## Exercise details
Reproduce exactly the lines from the start of the records through the line containing "2px #5a4734) drop-shadow(0", both included. Leave the pictures out.
Exercise input section start
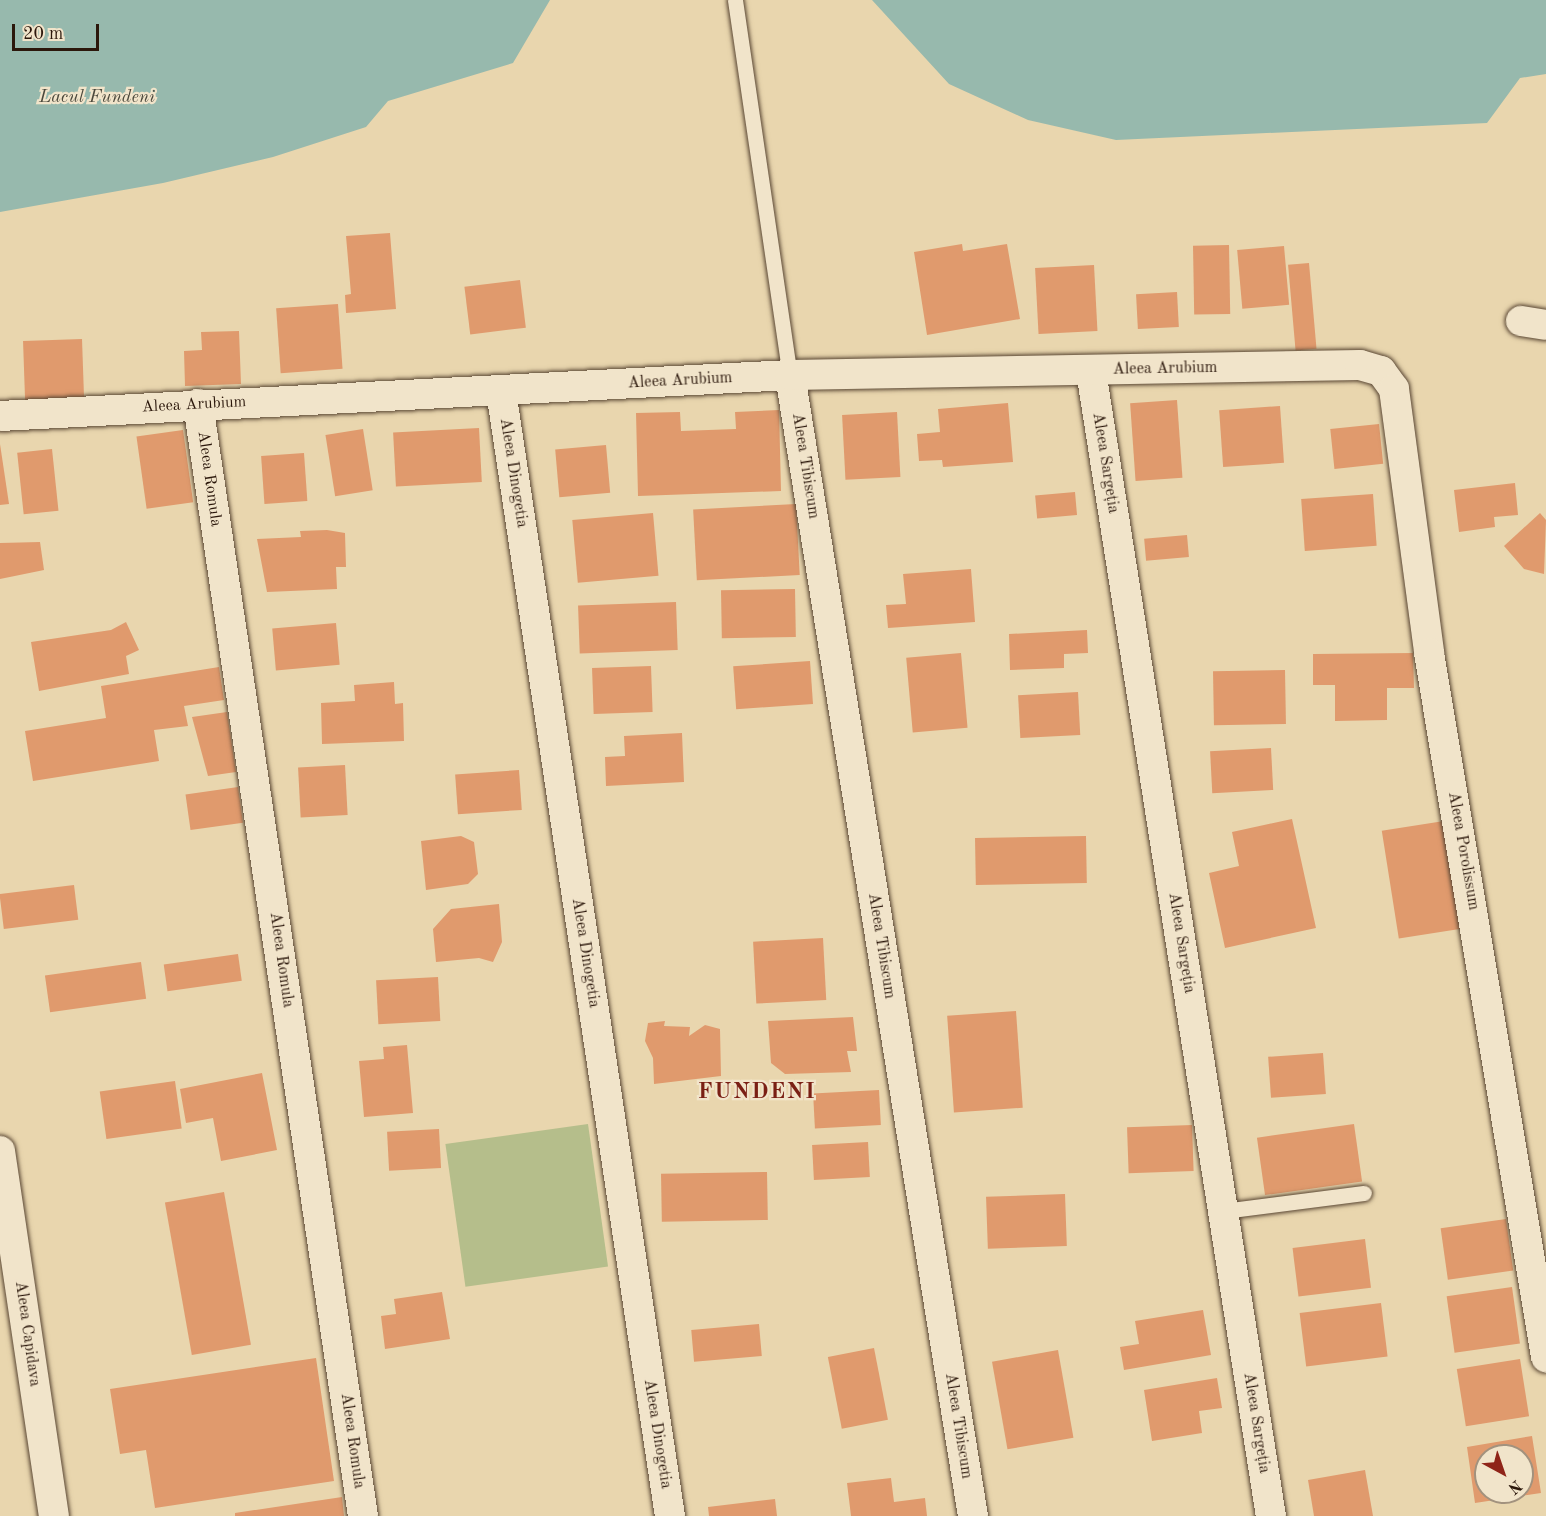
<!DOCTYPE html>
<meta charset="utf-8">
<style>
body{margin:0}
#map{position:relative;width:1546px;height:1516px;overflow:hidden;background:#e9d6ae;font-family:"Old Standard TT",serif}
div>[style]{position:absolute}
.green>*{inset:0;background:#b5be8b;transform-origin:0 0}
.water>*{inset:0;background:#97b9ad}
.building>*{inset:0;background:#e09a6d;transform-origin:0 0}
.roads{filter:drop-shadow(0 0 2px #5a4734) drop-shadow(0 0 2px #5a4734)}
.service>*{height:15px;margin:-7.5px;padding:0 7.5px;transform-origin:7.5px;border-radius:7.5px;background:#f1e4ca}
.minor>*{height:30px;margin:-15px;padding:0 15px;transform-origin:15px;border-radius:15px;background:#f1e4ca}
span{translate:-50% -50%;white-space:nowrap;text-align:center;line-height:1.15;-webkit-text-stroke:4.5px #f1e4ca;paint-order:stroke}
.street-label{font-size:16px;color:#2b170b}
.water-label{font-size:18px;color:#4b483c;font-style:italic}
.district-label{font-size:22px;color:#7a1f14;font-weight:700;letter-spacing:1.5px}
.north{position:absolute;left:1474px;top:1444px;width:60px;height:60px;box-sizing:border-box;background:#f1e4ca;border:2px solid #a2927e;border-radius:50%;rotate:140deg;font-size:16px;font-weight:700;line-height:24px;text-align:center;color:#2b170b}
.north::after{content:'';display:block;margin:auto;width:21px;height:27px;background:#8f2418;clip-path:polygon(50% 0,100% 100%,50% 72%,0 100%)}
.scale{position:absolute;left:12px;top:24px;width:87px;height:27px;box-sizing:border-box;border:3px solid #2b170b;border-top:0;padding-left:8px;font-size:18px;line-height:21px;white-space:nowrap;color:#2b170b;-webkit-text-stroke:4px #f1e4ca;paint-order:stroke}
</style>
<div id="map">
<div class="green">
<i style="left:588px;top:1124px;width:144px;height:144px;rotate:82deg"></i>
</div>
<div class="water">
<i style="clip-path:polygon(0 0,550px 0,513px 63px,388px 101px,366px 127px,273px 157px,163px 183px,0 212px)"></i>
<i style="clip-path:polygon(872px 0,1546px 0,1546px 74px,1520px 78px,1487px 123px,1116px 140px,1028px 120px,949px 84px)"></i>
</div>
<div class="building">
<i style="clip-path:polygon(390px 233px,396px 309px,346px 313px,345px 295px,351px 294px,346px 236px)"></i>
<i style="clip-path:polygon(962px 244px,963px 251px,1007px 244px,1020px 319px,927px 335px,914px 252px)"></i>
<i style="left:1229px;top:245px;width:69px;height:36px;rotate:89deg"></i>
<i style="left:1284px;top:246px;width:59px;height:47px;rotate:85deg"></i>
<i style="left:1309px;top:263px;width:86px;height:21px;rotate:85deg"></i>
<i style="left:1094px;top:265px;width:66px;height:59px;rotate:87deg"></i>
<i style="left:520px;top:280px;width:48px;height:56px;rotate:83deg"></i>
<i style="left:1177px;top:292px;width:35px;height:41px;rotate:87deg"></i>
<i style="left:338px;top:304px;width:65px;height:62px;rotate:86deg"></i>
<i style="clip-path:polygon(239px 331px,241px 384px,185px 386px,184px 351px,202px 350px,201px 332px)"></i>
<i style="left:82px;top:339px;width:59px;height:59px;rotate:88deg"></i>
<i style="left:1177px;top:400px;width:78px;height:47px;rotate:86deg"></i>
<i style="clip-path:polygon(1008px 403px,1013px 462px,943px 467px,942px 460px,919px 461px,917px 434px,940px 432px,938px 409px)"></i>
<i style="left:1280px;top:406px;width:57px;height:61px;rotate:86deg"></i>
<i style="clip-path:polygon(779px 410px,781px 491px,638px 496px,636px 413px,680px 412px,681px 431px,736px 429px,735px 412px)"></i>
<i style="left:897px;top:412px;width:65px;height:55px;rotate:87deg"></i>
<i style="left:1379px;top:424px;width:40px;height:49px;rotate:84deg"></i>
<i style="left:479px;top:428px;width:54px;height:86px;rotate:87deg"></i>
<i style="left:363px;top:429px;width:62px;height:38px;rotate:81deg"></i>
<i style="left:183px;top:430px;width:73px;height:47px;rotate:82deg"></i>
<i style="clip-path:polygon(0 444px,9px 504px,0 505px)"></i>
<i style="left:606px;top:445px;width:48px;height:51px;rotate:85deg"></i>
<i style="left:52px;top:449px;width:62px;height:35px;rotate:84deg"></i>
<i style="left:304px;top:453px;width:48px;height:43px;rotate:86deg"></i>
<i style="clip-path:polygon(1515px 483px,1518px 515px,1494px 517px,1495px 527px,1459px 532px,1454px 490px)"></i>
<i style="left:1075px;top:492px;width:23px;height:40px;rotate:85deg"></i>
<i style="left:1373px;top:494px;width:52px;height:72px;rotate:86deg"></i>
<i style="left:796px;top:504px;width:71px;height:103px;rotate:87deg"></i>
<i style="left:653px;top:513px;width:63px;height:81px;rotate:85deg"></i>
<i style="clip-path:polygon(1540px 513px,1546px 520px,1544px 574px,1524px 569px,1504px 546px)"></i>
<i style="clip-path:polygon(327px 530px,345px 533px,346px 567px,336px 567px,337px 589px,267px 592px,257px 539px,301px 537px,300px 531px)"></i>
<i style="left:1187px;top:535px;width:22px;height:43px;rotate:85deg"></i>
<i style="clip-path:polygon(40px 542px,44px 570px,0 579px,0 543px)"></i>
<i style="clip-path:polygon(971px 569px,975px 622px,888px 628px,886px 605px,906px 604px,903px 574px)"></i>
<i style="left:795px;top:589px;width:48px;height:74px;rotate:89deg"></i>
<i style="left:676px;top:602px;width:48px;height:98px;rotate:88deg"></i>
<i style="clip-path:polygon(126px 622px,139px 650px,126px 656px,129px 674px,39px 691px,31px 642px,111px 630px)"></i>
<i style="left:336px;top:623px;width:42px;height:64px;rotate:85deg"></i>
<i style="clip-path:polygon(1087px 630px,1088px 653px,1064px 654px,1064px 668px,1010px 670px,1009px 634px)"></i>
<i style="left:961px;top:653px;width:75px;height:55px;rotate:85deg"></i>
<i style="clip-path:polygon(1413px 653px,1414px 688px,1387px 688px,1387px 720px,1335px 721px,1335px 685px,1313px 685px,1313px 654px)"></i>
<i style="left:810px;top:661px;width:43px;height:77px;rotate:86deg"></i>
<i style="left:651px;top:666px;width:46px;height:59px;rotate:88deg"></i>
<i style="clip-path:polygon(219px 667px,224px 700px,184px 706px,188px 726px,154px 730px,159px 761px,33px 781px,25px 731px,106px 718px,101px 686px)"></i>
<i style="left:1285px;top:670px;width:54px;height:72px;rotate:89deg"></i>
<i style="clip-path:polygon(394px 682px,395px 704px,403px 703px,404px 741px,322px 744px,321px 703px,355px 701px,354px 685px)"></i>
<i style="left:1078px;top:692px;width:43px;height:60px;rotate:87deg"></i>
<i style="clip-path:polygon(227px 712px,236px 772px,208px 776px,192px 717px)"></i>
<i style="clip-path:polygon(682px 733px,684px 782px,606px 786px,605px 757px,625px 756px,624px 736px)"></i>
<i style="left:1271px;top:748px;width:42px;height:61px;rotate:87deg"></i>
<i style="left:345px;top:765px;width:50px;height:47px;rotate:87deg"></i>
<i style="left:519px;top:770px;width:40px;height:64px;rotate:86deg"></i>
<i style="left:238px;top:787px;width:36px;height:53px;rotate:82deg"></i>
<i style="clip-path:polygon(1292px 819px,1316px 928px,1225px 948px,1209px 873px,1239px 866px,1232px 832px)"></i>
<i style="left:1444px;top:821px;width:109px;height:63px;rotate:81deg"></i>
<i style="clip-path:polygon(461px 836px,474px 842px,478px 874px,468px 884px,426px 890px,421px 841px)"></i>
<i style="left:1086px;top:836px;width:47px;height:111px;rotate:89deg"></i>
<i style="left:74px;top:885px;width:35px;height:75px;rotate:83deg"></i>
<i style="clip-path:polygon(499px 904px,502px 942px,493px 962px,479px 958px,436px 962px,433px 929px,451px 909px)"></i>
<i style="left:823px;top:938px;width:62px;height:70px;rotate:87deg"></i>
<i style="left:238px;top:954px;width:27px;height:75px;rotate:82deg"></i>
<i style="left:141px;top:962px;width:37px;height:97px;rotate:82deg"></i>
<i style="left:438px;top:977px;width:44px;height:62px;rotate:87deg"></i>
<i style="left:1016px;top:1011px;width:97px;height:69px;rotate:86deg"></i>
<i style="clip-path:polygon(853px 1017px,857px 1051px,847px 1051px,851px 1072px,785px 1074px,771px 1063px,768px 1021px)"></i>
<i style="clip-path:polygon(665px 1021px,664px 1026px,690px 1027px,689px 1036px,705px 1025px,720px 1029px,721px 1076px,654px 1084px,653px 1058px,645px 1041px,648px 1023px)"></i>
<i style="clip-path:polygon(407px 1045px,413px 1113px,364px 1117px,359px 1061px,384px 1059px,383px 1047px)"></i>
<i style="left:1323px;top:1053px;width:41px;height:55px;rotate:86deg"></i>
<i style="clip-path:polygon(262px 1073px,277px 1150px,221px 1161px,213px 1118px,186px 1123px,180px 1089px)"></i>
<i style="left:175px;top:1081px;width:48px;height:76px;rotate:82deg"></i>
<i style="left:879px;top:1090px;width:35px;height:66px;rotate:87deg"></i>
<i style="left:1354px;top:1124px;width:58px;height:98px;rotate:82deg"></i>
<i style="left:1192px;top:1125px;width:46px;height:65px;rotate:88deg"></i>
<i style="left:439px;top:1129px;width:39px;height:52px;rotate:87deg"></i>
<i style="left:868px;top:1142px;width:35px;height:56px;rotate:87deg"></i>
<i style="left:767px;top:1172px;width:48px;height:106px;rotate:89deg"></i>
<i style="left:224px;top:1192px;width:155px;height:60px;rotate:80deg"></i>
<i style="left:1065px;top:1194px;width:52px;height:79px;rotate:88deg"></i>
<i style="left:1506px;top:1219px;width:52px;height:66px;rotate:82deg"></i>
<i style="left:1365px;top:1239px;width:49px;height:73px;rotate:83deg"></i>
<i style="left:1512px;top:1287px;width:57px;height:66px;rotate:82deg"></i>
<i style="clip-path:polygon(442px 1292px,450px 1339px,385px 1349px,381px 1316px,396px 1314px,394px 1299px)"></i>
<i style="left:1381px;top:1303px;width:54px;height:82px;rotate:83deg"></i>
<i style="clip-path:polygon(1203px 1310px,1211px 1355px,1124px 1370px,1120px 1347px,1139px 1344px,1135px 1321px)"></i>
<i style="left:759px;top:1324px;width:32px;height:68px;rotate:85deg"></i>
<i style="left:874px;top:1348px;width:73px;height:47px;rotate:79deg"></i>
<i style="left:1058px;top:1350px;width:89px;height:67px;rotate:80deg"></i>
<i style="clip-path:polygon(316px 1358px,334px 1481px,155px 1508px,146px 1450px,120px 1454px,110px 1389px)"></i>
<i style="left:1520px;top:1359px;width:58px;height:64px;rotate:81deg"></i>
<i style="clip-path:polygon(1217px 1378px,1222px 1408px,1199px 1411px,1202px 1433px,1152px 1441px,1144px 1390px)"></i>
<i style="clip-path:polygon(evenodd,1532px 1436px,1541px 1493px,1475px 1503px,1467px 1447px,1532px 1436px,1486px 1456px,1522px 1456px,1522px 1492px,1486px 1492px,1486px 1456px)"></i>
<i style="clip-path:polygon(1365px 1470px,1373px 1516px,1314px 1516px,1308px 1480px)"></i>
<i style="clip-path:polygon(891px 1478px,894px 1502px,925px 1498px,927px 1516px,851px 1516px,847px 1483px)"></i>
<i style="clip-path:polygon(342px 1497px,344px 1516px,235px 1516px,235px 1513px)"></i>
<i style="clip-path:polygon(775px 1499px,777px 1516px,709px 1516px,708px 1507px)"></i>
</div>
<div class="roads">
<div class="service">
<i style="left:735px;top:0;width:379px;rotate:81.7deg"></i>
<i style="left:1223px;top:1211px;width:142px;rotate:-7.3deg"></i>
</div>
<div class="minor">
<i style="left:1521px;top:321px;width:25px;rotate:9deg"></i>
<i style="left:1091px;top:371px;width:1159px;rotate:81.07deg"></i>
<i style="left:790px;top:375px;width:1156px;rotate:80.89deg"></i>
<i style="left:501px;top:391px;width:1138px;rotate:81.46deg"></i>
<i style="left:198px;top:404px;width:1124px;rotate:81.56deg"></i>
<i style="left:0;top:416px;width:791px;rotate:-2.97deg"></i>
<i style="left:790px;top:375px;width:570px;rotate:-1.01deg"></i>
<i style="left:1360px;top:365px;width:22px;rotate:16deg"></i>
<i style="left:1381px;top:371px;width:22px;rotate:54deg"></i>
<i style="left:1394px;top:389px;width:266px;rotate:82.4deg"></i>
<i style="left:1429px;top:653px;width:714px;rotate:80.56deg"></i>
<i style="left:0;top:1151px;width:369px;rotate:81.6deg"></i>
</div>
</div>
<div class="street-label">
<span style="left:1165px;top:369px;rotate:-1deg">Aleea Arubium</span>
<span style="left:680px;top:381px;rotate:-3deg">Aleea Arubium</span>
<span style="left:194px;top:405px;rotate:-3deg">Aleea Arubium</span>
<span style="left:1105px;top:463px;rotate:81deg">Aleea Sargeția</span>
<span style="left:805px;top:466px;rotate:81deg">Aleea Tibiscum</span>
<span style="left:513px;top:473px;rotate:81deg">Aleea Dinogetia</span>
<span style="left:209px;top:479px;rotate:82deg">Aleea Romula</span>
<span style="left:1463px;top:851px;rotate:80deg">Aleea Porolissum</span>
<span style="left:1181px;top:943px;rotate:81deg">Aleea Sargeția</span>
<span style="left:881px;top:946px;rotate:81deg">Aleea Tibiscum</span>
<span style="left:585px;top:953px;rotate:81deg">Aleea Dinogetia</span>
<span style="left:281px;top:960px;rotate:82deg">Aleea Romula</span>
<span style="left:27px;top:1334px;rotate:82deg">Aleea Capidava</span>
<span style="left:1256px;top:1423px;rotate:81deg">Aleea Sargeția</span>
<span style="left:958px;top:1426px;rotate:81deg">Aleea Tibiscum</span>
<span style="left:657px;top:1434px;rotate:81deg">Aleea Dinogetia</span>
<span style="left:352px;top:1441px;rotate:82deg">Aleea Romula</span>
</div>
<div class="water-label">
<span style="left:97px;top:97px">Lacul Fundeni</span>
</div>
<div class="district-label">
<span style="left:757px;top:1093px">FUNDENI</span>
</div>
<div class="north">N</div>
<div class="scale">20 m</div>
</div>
Exercise input section end
## Exercise output
<!DOCTYPE html>
<meta charset="utf-8">
<style>
body{margin:0}
#map{position:relative;width:1546px;height:1516px;overflow:hidden;background:#e9d6ae;font-family:"Old Standard TT",serif}
div>[style]{position:absolute}
.green>*{inset:0;background:#b5be8b;transform-origin:0 0}
.water>*{inset:0;background:#97b9ad}
.building>*{inset:0;background:#e09a6d;transform-origin:0 0}
.roads{filter:drop-shadow(0 0 2px #5a4734) drop-shadow(0 0 2px #5a4734)}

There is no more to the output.